Acto celebrado el 8 de mayo 2019 en  Lourdes, Francia en conmemoración del 74 aniversario de la finalización de la Segunda Guerra Mundial.
El drama de la guerra, visto desde la inocencia de los chicos cantando la  Marsellesa...

sábado, 17 de septiembre de 2016

INSEGURIDAD

Sr. Director
Diario La Nación


No hay radio, diario o canal de televisión que no hable del tema.
Marchas, quejas de todo tipo, “justicia por mano propia”, denuncias  y más denuncias, pero el problema no se soluciona.
Y mañana leeremos que en tal lugar, a veces en la cuadra donde vivimos, “entraron” e hicieron un desastre.
Advertencias, cuidados, sirenas en las cuadras,  control por medio de celulares, patrulleros que van y vienen, sin que se entienda que directivas tienen, policías de azul, de celeste, caminando o parados en la esquina, y todo sigue igual.
Es que en un país donde se ha perdido el respeto por el otro, la violencia es aunque no se crea cuestión de tiempo, cualquiera sea la forma.
Donde el buen día, perdón, gracias dejó de existir prácticamente,  todo lo demás viene solo.
Y el respeto no surge sólo en la vida de nadie, sino que es el resultado de la educación, tanto en la familia como en la escuela.

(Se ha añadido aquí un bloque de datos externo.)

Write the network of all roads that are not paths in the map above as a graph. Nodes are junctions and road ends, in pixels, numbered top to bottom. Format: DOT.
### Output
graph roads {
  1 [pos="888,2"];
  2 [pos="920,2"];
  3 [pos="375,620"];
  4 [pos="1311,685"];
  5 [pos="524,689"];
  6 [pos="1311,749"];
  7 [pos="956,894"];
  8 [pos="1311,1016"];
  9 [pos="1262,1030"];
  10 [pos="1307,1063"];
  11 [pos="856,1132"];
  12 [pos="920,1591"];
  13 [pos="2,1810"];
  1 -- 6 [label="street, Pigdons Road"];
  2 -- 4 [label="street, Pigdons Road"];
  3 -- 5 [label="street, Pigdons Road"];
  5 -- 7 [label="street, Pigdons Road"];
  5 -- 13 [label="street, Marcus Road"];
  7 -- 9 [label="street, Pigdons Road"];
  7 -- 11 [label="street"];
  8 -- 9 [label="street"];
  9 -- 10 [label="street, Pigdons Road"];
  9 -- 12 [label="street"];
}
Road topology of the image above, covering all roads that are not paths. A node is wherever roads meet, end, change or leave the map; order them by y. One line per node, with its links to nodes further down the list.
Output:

No sólo los asaltos a manos armada son violencia, sinó aunque en menor grado, ¿ cómo se entiende que una compañía aérea, una de transportes terrestre, o simplemente un gremio docente hacen una huelga, sin aviso previo, castigando sin pena ni gloria al público que depende y necesita de ese medio o niños que se quedan sin clases?

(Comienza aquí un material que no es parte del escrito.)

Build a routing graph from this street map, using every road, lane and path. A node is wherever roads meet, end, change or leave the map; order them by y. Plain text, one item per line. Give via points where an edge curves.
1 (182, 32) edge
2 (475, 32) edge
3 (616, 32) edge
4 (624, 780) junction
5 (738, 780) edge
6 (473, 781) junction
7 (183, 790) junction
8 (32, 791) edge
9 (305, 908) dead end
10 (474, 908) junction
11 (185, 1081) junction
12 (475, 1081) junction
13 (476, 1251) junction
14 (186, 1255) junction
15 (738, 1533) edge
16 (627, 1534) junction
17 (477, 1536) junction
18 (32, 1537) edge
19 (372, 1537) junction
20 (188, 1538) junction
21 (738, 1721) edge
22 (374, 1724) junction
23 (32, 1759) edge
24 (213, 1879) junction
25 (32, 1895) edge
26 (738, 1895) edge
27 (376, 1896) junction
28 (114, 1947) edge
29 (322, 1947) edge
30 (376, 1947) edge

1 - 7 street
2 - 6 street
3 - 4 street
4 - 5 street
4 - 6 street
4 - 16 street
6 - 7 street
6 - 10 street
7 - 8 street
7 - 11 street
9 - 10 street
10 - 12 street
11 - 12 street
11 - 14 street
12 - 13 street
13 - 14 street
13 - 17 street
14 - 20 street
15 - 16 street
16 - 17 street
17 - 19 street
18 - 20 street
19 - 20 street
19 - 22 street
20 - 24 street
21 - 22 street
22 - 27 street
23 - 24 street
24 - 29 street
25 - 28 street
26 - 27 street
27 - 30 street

¿Cómo se entiende que haya canales de TV que lo único que hacen es burlarse y desacreditar al gobierno de turno democrático demostrando su pobreza moral e intelectual ?

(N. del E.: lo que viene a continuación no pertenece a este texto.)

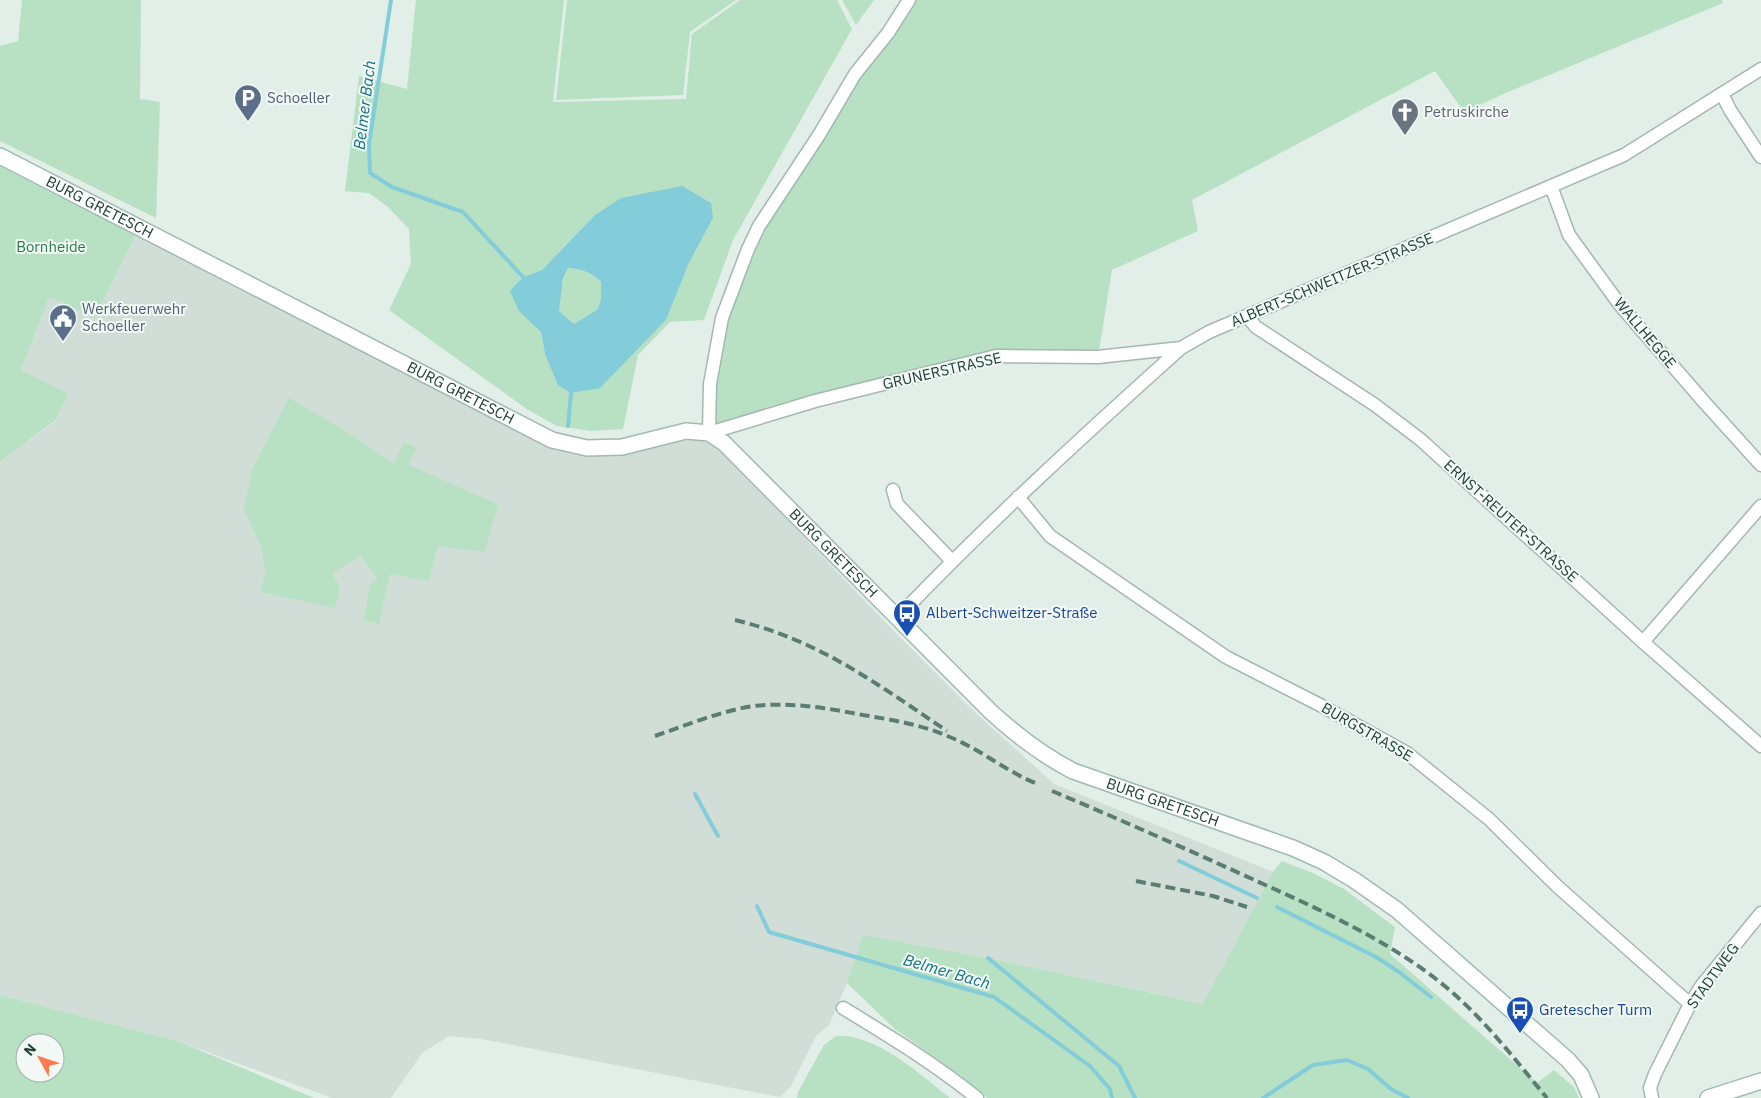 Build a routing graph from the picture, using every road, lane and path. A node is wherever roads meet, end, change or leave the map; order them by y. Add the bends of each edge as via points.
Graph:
1 (909, 0) edge
2 (1761, 69) edge
3 (1722, 94) junction
4 (0, 156) edge
5 (1761, 157) edge
6 (1551, 186) junction
7 (1247, 316) junction
8 (1181, 348) junction
9 (708, 434) junction
10 (1761, 465) edge
11 (893, 490) dead end
12 (1018, 497) junction
13 (1761, 506) edge
14 (952, 561) junction
15 (897, 618) junction
16 (1643, 642) junction
17 (1761, 746) edge
18 (1761, 913) edge
19 (1690, 1004) junction
20 (843, 1008) dead end
21 (1761, 1081) edge
22 (977, 1098) edge
23 (1591, 1098) edge
24 (1652, 1098) edge
25 (1708, 1098) edge

1 - 9 street via 856,74 759,226 722,318 710,384
2 - 3 street, ALBERT-SCHWEITZER-STRASSE
3 - 5 street
3 - 6 street, ALBERT-SCHWEITZER-STRASSE via 1624,155
4 - 9 street, BURG GRETESCH via 552,440 587,448 622,447 686,431
6 - 7 street, ALBERT-SCHWEITZER-STRASSE
6 - 10 street, WALLHEGGE via 1569,235 1620,305
7 - 8 street, ALBERT-SCHWEITZER-STRASSE
7 - 16 street, ERNST-REUTER-STRASSE via 1256,327 1375,404 1421,440
8 - 9 street, GRUNERSTRASSE via 1098,357 996,356 815,401
8 - 12 street, ALBERT-SCHWEITZER-STRASSE
9 - 15 street, BURG GRETESCH via 724,443
11 - 14 street via 897,504
12 - 14 street, ALBERT-SCHWEITZER-STRASSE
12 - 19 street, BURGSTRASSE via 1050,536 1226,657 1407,753 1489,819 1558,887
13 - 16 street
14 - 15 street, ALBERT-SCHWEITZER-STRASSE
15 - 23 street, BURG GRETESCH via 1015,734 1058,763 1293,848 1354,880 1397,910 1568,1060 1581,1075
16 - 17 street, ERNST-REUTER-STRASSE
18 - 19 street, STADTWEG via 1702,984
19 - 24 street, STADTWEG via 1655,1074 1650,1088
20 - 22 street via 950,1076
21 - 25 street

Ni que hablar al querer cruzar en una esquina, sorteando autos que pasan sin detenerse, ó  el que conduce hablando por el celular, no matan  al menos intencionalmente, pero el otro no existe .
Subir a la cima de la montaña requiere siempre de un primer paso en la base.
Aquí no es tan diferente, no podemos encarar lo que sucede  arriba sinó nos dice nada lo que pasa abajo.
Solamente recuperando el respeto de los unos para con los otros, no solucionará el tema de la violencia, pero sí será un primer paso, el único e indiscutible,  para volver a ser un país como lo fué en otros tiempos.